> **Exercise aim**
The response should be an exact copy of every record.

Saved data entries:
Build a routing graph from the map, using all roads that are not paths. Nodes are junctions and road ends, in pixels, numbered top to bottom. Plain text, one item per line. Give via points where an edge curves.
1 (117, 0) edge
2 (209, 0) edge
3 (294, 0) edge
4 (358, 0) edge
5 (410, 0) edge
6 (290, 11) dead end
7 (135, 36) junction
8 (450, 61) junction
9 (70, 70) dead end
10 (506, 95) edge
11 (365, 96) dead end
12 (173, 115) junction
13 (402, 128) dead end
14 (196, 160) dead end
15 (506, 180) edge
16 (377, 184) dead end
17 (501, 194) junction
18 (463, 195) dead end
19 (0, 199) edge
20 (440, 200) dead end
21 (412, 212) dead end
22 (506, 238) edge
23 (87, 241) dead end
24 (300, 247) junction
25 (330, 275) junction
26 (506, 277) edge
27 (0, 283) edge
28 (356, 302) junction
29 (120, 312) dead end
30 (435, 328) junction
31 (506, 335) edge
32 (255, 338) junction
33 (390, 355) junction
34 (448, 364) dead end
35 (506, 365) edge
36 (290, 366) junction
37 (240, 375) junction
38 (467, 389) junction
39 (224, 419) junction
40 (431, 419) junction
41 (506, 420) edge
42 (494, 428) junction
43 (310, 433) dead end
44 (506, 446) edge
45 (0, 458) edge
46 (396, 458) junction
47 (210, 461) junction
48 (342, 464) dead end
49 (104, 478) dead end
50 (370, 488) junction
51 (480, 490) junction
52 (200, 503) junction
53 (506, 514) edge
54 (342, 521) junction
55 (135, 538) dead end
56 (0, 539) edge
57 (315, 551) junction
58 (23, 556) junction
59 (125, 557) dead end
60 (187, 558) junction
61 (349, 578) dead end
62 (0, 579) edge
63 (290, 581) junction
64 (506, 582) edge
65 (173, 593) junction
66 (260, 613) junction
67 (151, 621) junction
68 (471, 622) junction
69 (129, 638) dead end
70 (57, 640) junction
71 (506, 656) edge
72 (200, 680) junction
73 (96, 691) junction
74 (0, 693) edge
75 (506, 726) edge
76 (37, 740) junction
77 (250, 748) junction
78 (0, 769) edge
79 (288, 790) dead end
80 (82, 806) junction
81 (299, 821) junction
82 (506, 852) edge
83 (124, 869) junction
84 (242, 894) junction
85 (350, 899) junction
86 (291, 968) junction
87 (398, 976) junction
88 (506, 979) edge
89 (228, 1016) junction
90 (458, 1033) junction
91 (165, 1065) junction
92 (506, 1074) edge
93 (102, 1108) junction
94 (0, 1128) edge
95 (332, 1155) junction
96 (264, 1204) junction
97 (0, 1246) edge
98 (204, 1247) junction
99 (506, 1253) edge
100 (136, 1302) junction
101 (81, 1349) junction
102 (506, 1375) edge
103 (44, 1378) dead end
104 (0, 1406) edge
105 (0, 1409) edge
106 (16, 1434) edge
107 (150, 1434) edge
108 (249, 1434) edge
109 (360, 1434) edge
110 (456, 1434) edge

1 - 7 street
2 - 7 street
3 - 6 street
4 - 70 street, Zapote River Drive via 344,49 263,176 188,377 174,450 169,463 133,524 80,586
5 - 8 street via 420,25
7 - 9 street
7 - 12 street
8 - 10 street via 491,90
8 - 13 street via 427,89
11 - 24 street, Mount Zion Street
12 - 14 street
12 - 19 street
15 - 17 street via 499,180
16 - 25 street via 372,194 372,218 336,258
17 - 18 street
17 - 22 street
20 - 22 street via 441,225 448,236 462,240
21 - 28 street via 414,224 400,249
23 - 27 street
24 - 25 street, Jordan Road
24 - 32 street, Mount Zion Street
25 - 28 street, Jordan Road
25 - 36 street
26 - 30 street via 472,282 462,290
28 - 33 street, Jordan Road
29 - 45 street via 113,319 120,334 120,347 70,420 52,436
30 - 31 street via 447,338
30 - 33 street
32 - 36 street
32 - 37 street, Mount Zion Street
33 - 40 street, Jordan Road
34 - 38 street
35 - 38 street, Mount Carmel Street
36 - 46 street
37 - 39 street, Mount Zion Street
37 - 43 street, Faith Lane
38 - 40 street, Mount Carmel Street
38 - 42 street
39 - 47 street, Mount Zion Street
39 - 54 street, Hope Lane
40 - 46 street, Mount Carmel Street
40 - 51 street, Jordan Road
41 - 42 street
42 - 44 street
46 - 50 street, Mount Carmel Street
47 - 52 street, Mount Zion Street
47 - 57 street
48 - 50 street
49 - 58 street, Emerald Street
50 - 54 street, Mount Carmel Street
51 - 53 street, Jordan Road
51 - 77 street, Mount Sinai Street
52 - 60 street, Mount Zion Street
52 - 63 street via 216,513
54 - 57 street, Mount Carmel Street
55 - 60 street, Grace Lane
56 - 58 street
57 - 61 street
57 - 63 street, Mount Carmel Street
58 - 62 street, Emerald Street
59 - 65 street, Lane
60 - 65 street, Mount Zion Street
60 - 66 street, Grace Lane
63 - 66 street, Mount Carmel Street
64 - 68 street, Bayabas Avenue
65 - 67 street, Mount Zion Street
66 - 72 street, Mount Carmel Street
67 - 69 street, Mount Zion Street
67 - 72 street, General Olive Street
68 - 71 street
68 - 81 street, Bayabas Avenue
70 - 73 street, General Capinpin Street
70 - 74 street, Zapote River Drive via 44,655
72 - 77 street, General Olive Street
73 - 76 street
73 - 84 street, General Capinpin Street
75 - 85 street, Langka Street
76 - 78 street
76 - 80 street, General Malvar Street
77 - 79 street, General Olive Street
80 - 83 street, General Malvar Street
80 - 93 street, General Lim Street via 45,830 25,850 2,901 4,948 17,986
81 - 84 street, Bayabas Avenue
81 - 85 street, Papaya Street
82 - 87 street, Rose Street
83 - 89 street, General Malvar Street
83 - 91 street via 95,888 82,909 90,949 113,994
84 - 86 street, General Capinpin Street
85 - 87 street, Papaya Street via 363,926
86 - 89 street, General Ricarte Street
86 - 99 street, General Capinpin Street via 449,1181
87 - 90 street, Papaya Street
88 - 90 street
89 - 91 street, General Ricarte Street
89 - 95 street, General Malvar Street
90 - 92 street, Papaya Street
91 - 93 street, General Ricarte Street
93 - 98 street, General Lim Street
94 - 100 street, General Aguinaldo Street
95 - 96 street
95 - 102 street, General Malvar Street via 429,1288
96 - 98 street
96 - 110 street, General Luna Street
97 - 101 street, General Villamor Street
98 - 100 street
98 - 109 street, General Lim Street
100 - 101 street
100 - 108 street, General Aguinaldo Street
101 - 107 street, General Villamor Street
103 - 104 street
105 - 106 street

> **Solution to this problem**
Build a routing graph from the map, using all roads that are not paths. Nodes are junctions and road ends, in pixels, numbered top to bottom. Plain text, one item per line. Give via points where an edge curves.
1 (117, 0) edge
2 (209, 0) edge
3 (294, 0) edge
4 (358, 0) edge
5 (410, 0) edge
6 (290, 11) dead end
7 (135, 36) junction
8 (450, 61) junction
9 (70, 70) dead end
10 (506, 95) edge
11 (365, 96) dead end
12 (173, 115) junction
13 (402, 128) dead end
14 (196, 160) dead end
15 (506, 180) edge
16 (377, 184) dead end
17 (501, 194) junction
18 (463, 195) dead end
19 (0, 199) edge
20 (440, 200) dead end
21 (412, 212) dead end
22 (506, 238) edge
23 (87, 241) dead end
24 (300, 247) junction
25 (330, 275) junction
26 (506, 277) edge
27 (0, 283) edge
28 (356, 302) junction
29 (120, 312) dead end
30 (435, 328) junction
31 (506, 335) edge
32 (255, 338) junction
33 (390, 355) junction
34 (448, 364) dead end
35 (506, 365) edge
36 (290, 366) junction
37 (240, 375) junction
38 (467, 389) junction
39 (224, 419) junction
40 (431, 419) junction
41 (506, 420) edge
42 (494, 428) junction
43 (310, 433) dead end
44 (506, 446) edge
45 (0, 458) edge
46 (396, 458) junction
47 (210, 461) junction
48 (342, 464) dead end
49 (104, 478) dead end
50 (370, 488) junction
51 (480, 490) junction
52 (200, 503) junction
53 (506, 514) edge
54 (342, 521) junction
55 (135, 538) dead end
56 (0, 539) edge
57 (315, 551) junction
58 (23, 556) junction
59 (125, 557) dead end
60 (187, 558) junction
61 (349, 578) dead end
62 (0, 579) edge
63 (290, 581) junction
64 (506, 582) edge
65 (173, 593) junction
66 (260, 613) junction
67 (151, 621) junction
68 (471, 622) junction
69 (129, 638) dead end
70 (57, 640) junction
71 (506, 656) edge
72 (200, 680) junction
73 (96, 691) junction
74 (0, 693) edge
75 (506, 726) edge
76 (37, 740) junction
77 (250, 748) junction
78 (0, 769) edge
79 (288, 790) dead end
80 (82, 806) junction
81 (299, 821) junction
82 (506, 852) edge
83 (124, 869) junction
84 (242, 894) junction
85 (350, 899) junction
86 (291, 968) junction
87 (398, 976) junction
88 (506, 979) edge
89 (228, 1016) junction
90 (458, 1033) junction
91 (165, 1065) junction
92 (506, 1074) edge
93 (102, 1108) junction
94 (0, 1128) edge
95 (332, 1155) junction
96 (264, 1204) junction
97 (0, 1246) edge
98 (204, 1247) junction
99 (506, 1253) edge
100 (136, 1302) junction
101 (81, 1349) junction
102 (506, 1375) edge
103 (44, 1378) dead end
104 (0, 1406) edge
105 (0, 1409) edge
106 (16, 1434) edge
107 (150, 1434) edge
108 (249, 1434) edge
109 (360, 1434) edge
110 (456, 1434) edge

1 - 7 street
2 - 7 street
3 - 6 street
4 - 70 street, Zapote River Drive via 344,49 263,176 188,377 174,450 169,463 133,524 80,586
5 - 8 street via 420,25
7 - 9 street
7 - 12 street
8 - 10 street via 491,90
8 - 13 street via 427,89
11 - 24 street, Mount Zion Street
12 - 14 street
12 - 19 street
15 - 17 street via 499,180
16 - 25 street via 372,194 372,218 336,258
17 - 18 street
17 - 22 street
20 - 22 street via 441,225 448,236 462,240
21 - 28 street via 414,224 400,249
23 - 27 street
24 - 25 street, Jordan Road
24 - 32 street, Mount Zion Street
25 - 28 street, Jordan Road
25 - 36 street
26 - 30 street via 472,282 462,290
28 - 33 street, Jordan Road
29 - 45 street via 113,319 120,334 120,347 70,420 52,436
30 - 31 street via 447,338
30 - 33 street
32 - 36 street
32 - 37 street, Mount Zion Street
33 - 40 street, Jordan Road
34 - 38 street
35 - 38 street, Mount Carmel Street
36 - 46 street
37 - 39 street, Mount Zion Street
37 - 43 street, Faith Lane
38 - 40 street, Mount Carmel Street
38 - 42 street
39 - 47 street, Mount Zion Street
39 - 54 street, Hope Lane
40 - 46 street, Mount Carmel Street
40 - 51 street, Jordan Road
41 - 42 street
42 - 44 street
46 - 50 street, Mount Carmel Street
47 - 52 street, Mount Zion Street
47 - 57 street
48 - 50 street
49 - 58 street, Emerald Street
50 - 54 street, Mount Carmel Street
51 - 53 street, Jordan Road
51 - 77 street, Mount Sinai Street
52 - 60 street, Mount Zion Street
52 - 63 street via 216,513
54 - 57 street, Mount Carmel Street
55 - 60 street, Grace Lane
56 - 58 street
57 - 61 street
57 - 63 street, Mount Carmel Street
58 - 62 street, Emerald Street
59 - 65 street, Lane
60 - 65 street, Mount Zion Street
60 - 66 street, Grace Lane
63 - 66 street, Mount Carmel Street
64 - 68 street, Bayabas Avenue
65 - 67 street, Mount Zion Street
66 - 72 street, Mount Carmel Street
67 - 69 street, Mount Zion Street
67 - 72 street, General Olive Street
68 - 71 street
68 - 81 street, Bayabas Avenue
70 - 73 street, General Capinpin Street
70 - 74 street, Zapote River Drive via 44,655
72 - 77 street, General Olive Street
73 - 76 street
73 - 84 street, General Capinpin Street
75 - 85 street, Langka Street
76 - 78 street
76 - 80 street, General Malvar Street
77 - 79 street, General Olive Street
80 - 83 street, General Malvar Street
80 - 93 street, General Lim Street via 45,830 25,850 2,901 4,948 17,986
81 - 84 street, Bayabas Avenue
81 - 85 street, Papaya Street
82 - 87 street, Rose Street
83 - 89 street, General Malvar Street
83 - 91 street via 95,888 82,909 90,949 113,994
84 - 86 street, General Capinpin Street
85 - 87 street, Papaya Street via 363,926
86 - 89 street, General Ricarte Street
86 - 99 street, General Capinpin Street via 449,1181
87 - 90 street, Papaya Street
88 - 90 street
89 - 91 street, General Ricarte Street
89 - 95 street, General Malvar Street
90 - 92 street, Papaya Street
91 - 93 street, General Ricarte Street
93 - 98 street, General Lim Street
94 - 100 street, General Aguinaldo Street
95 - 96 street
95 - 102 street, General Malvar Street via 429,1288
96 - 98 street
96 - 110 street, General Luna Street
97 - 101 street, General Villamor Street
98 - 100 street
98 - 109 street, General Lim Street
100 - 101 street
100 - 108 street, General Aguinaldo Street
101 - 107 street, General Villamor Street
103 - 104 street
105 - 106 street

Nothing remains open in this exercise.